Records from a data collection:
=====

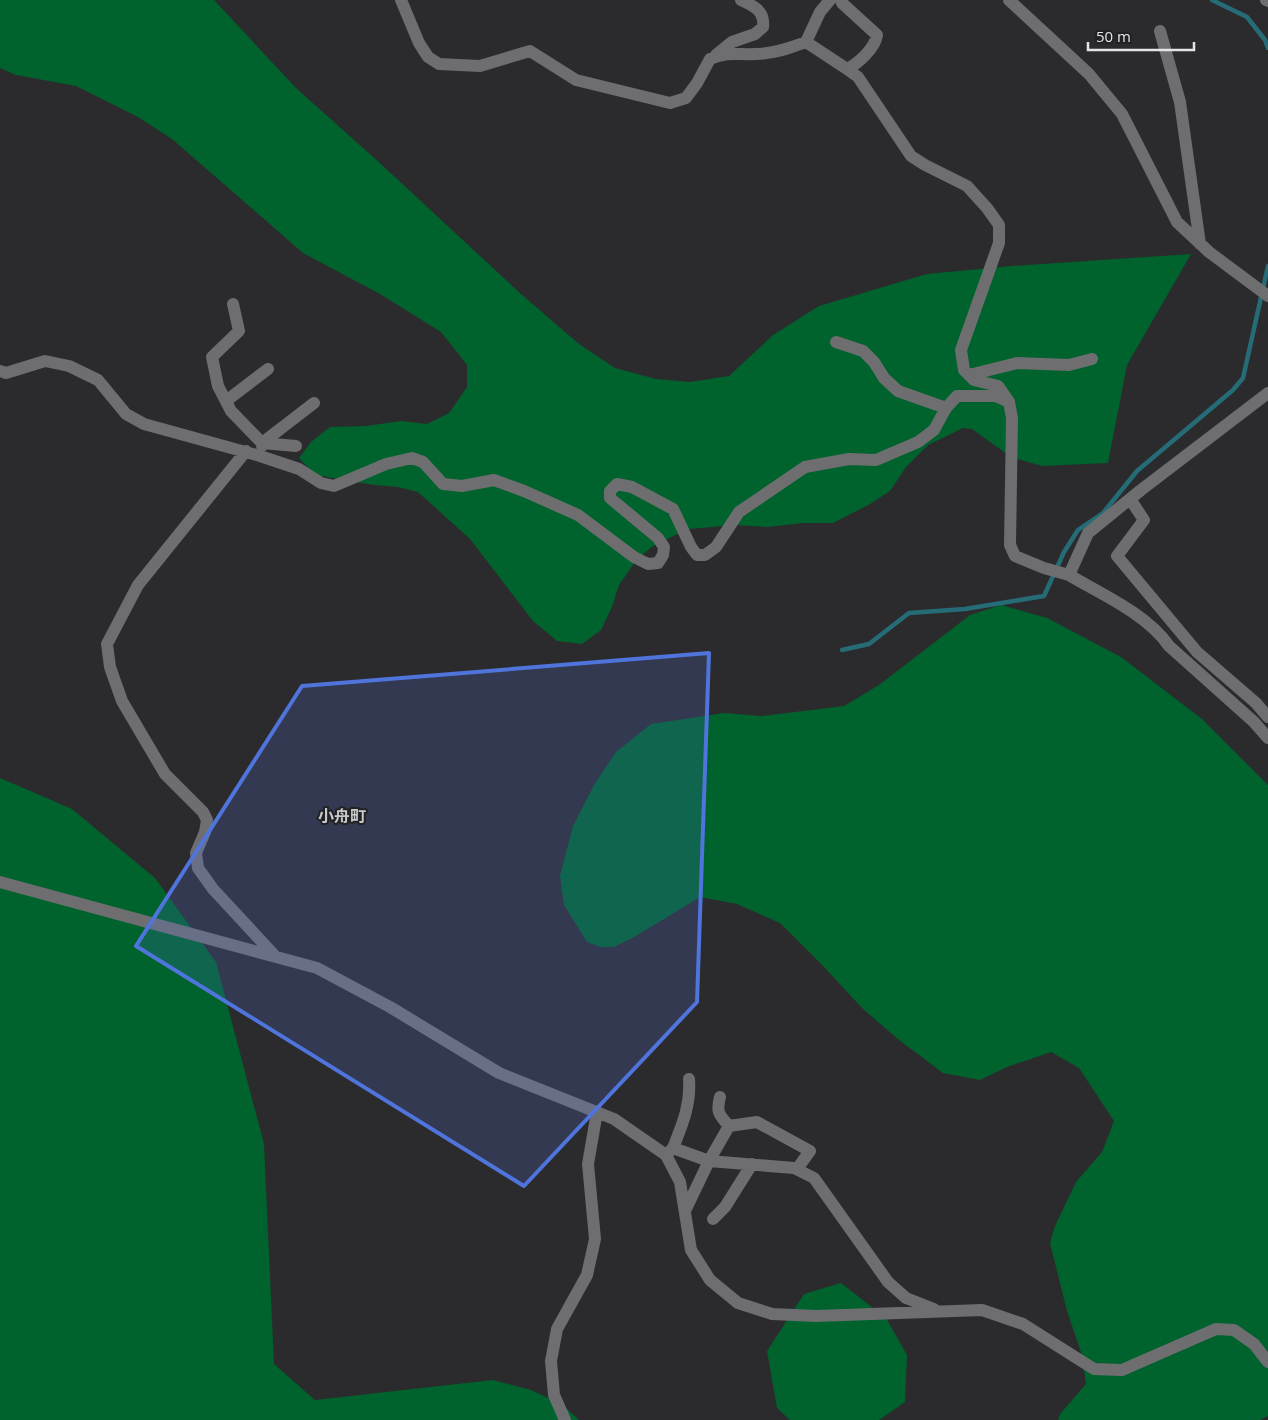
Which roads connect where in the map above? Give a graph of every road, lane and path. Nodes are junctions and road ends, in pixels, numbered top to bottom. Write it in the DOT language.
graph roads {
  1 [pos="401,0"];
  2 [pos="741,0"];
  3 [pos="830,0"];
  4 [pos="841,0"];
  5 [pos="1009,0"];
  6 [pos="1160,32"];
  7 [pos="806,42"];
  8 [pos="712,58"];
  9 [pos="847,69"];
  10 [pos="1200,244"];
  11 [pos="1268,296"];
  12 [pos="233,304"];
  13 [pos="836,342"];
  14 [pos="1092,359"];
  15 [pos="268,369"];
  16 [pos="0,371"];
  17 [pos="969,375"];
  18 [pos="1268,393"];
  19 [pos="226,401"];
  20 [pos="1009,402"];
  21 [pos="314,404"];
  22 [pos="946,408"];
  23 [pos="296,446"];
  24 [pos="261,450"];
  25 [pos="246,451"];
  26 [pos="1130,499"];
  27 [pos="1065,574"];
  28 [pos="1268,717"];
  29 [pos="1268,738"];
  30 [pos="0,882"];
  31 [pos="276,957"];
  32 [pos="689,1079"];
  33 [pos="720,1097"];
  34 [pos="597,1112"];
  35 [pos="729,1126"];
  36 [pos="669,1151"];
  37 [pos="709,1160"];
  38 [pos="752,1164"];
  39 [pos="797,1169"];
  40 [pos="685,1211"];
  41 [pos="713,1219"];
  42 [pos="939,1311"];
  43 [pos="1268,1362"];
  44 [pos="565,1420"];
  1 -- 8 [label="street"];
  2 -- 8 [label="street"];
  3 -- 7 [label="street"];
  4 -- 9 [label="street"];
  5 -- 10 [label="street"];
  6 -- 10 [label="street"];
  7 -- 8 [label="street"];
  7 -- 9 [label="street"];
  9 -- 17 [label="street"];
  10 -- 11 [label="street"];
  12 -- 19 [label="street"];
  13 -- 22 [label="street"];
  14 -- 17 [label="street"];
  15 -- 19 [label="street"];
  16 -- 25 [label="street"];
  17 -- 20 [label="street"];
  18 -- 26 [label="street"];
  19 -- 24 [label="street"];
  20 -- 22 [label="street"];
  20 -- 27 [label="street"];
  21 -- 24 [label="street"];
  22 -- 24 [label="street"];
  23 -- 24 [label="street"];
  24 -- 25 [label="street"];
  25 -- 31 [label="street"];
  26 -- 27 [label="street"];
  26 -- 28 [label="street"];
  27 -- 29 [label="street"];
  30 -- 31 [label="street"];
  31 -- 34 [label="street"];
  32 -- 36 [label="street"];
  33 -- 35 [label="street"];
  34 -- 36 [label="street"];
  34 -- 44 [label="street"];
  35 -- 37 [label="street"];
  35 -- 39 [label="street"];
  36 -- 37 [label="street"];
  36 -- 40 [label="street"];
  37 -- 38 [label="street"];
  37 -- 40 [label="street"];
  38 -- 39 [label="street"];
  38 -- 41 [label="street"];
  39 -- 42 [label="street"];
  40 -- 42 [label="street"];
  42 -- 43 [label="street"];
}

=====

__Requirement__
Pull out all lines in the data above that include "roads".

__Solution to this problem__
Which roads connect where in the map above? Give a graph of every road, lane and path. Nodes are junctions and road ends, in pixels, numbered top to bottom. Write it in the DOT language.
graph roads {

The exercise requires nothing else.